EXERCISE BRIEF: Looking at the records below, please work out how many lines contain the word "above" and give the number alone.

Extracted records
== Segment start ==

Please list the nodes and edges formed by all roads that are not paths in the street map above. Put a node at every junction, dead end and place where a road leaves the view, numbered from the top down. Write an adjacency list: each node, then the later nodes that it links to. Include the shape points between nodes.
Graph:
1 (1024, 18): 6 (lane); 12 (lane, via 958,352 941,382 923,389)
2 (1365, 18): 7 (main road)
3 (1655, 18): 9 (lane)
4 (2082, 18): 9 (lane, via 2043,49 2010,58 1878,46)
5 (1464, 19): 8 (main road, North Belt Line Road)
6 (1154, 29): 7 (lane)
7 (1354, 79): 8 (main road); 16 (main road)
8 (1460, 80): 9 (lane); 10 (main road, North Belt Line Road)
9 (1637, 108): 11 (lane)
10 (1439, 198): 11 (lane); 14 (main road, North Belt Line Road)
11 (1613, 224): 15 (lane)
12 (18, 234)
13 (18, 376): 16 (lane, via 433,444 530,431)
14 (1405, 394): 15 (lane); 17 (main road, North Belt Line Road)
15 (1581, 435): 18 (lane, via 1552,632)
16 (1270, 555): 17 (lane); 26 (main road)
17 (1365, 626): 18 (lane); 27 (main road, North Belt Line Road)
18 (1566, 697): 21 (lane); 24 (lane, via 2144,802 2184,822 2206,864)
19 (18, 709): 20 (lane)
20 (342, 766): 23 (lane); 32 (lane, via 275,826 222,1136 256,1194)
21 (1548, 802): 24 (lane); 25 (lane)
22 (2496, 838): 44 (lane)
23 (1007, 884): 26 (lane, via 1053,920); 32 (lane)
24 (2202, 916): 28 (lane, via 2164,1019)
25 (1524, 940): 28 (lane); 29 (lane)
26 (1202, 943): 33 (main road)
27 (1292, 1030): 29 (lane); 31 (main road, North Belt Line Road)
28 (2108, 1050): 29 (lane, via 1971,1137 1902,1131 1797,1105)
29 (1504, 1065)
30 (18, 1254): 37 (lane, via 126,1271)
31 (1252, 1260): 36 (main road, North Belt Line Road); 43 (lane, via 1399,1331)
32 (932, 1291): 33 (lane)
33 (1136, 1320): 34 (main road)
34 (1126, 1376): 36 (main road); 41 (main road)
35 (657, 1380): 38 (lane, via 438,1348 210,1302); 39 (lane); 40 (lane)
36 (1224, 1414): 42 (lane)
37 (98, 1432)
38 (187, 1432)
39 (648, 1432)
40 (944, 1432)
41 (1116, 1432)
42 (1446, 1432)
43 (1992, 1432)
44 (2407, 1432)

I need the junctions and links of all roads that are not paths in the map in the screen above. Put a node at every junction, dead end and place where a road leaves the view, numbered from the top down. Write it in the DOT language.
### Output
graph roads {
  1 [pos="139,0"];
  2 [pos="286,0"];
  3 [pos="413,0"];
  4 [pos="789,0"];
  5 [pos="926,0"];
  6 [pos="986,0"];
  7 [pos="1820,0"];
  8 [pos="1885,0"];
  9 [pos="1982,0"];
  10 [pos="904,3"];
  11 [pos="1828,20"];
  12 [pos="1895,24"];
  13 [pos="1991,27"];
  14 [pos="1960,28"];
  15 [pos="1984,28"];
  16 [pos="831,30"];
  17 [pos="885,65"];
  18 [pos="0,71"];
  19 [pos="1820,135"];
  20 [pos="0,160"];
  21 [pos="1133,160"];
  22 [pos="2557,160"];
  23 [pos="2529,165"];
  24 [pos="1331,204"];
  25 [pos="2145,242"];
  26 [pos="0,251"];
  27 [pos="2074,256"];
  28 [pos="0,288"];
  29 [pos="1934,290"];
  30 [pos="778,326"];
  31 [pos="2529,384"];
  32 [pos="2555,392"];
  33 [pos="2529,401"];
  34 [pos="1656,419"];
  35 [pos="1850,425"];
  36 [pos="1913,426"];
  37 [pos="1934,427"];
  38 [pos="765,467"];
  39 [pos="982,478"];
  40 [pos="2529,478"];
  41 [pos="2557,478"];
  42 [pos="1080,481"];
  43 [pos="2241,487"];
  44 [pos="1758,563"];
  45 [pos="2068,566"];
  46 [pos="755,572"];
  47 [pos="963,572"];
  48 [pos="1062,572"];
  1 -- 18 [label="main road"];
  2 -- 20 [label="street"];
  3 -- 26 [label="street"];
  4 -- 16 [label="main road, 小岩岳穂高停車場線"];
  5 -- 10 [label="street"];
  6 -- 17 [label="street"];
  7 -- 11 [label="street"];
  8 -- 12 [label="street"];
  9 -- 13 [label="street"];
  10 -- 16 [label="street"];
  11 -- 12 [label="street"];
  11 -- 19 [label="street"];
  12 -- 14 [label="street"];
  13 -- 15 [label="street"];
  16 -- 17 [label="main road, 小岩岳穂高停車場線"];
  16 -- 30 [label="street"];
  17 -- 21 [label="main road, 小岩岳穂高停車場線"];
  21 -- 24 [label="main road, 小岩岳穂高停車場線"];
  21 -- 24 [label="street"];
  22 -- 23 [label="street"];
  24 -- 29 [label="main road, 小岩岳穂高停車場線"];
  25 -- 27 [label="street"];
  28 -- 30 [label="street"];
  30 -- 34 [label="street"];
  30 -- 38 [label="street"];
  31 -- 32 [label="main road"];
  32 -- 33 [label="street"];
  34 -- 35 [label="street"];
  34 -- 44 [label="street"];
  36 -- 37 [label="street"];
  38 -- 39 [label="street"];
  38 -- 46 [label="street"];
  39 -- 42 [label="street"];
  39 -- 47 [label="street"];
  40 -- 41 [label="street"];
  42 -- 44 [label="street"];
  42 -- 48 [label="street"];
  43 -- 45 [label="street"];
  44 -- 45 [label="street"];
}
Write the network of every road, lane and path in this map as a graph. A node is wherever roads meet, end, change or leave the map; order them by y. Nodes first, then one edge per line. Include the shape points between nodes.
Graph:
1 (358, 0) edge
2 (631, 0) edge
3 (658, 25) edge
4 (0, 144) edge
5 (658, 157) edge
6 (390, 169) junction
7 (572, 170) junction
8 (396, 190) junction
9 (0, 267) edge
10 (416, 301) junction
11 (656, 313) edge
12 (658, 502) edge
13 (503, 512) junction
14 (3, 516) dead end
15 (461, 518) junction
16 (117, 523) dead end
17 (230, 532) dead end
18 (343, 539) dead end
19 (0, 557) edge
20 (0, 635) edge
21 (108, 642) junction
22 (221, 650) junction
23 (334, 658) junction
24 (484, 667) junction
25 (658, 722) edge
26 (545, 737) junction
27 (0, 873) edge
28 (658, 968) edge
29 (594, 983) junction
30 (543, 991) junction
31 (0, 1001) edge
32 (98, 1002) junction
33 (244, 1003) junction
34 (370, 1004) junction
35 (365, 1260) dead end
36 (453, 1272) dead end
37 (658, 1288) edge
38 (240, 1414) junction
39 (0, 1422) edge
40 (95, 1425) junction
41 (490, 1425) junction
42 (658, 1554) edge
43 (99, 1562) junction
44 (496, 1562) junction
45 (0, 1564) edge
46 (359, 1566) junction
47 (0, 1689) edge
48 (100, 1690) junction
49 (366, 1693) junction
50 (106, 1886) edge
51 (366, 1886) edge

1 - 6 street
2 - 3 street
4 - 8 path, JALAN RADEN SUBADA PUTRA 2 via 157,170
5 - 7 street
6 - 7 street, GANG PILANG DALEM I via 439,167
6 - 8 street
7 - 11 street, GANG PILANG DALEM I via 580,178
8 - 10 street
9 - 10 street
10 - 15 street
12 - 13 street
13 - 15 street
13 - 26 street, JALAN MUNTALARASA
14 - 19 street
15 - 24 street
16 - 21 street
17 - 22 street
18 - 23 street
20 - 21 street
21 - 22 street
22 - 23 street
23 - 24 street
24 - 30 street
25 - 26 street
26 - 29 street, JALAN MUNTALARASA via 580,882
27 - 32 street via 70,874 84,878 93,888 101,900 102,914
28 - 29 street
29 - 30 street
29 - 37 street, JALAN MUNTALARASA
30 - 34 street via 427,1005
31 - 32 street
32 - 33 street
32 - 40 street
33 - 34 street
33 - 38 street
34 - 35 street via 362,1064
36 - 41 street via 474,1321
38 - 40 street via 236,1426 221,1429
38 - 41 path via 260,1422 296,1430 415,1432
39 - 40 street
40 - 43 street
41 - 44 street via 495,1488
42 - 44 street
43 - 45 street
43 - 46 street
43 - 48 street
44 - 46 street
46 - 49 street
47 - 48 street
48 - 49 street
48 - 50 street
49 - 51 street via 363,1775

== Segment end ==

REPLY TO THE EXERCISE: 2